E vedi il pericolo, vedi il baratro. Perché l’ex moglie del pubblicitario sarà anche odiosa, estremista e massimalista e fosse stato per lei Pinochet avrebbe probabilmente vinto, ma lei è il grillo parlante, schiacciato dalla storia e consapevole. E più monta l’entusiasmo più il film si fa preoccupante, più i colori brillano, le trovate si fanno accattivanti, l’umorismo e l’ironia diventano irresistibili, più ti raggeli.

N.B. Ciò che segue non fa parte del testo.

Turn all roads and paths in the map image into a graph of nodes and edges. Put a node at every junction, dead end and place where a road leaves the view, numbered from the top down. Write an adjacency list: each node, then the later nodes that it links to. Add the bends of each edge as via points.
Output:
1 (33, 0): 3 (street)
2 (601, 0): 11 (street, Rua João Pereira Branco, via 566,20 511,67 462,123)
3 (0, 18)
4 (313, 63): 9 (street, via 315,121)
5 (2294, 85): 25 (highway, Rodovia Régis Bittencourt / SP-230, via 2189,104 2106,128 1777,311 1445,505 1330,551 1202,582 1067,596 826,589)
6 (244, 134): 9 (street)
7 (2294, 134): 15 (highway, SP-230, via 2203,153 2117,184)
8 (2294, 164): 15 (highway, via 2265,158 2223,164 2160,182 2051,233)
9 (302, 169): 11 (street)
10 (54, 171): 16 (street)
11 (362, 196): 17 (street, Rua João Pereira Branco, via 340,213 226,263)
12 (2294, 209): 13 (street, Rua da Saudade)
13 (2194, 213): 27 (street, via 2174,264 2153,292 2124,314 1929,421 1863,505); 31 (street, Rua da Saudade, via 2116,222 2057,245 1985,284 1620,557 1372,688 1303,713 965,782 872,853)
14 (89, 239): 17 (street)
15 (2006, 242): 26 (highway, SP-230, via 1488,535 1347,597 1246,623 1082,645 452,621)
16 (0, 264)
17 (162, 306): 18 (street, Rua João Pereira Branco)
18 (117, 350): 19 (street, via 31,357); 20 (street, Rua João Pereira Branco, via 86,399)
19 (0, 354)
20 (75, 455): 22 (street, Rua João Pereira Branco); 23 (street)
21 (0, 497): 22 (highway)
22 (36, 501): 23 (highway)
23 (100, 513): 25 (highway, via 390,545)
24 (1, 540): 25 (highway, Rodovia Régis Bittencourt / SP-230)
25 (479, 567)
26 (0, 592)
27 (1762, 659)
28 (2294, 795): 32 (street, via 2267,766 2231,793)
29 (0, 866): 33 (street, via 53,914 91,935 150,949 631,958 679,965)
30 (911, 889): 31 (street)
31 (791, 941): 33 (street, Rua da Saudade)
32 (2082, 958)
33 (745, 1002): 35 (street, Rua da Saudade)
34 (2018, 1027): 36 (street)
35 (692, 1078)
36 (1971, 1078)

Il nocciolo del film è il tema della realtà e della verità e della sua importanza nella nostra contemporaneità: la realtà sparisce, la verità è fastidiosa, è brutta, è la percezione e l’emotività che sono importanti e di conseguenza la capacità di gestirli e manipolarli. Il mezzo migliore degli ultimi trent’anni è stata la Tv (non si vedono manifesti, solo qualche maglietta, tutto si gioca sul medium televisivo) specchio deformante dei desideri, delle aspirazioni di diverse generazioni. Di conseguenza il finale è parimenti terribile, lo spot pubblicitario che coinvolge il massimo divo delle telenovele addirittura è pensato come una notizia del telegiornale e all’interno del telegiornale sarà inserito, non esiste più neppure l’informazione. Siamo ad oggi, 2013.
Bellissima la fotografia, la scelta di rendere il film esattamente dentro al 1988 è molto azzeccata.
In definitiva, meno male che Pinochet fosse mal consigliato, meno male che il colpo di coda dei suoi pubblicitari arrivò molto in ritardo.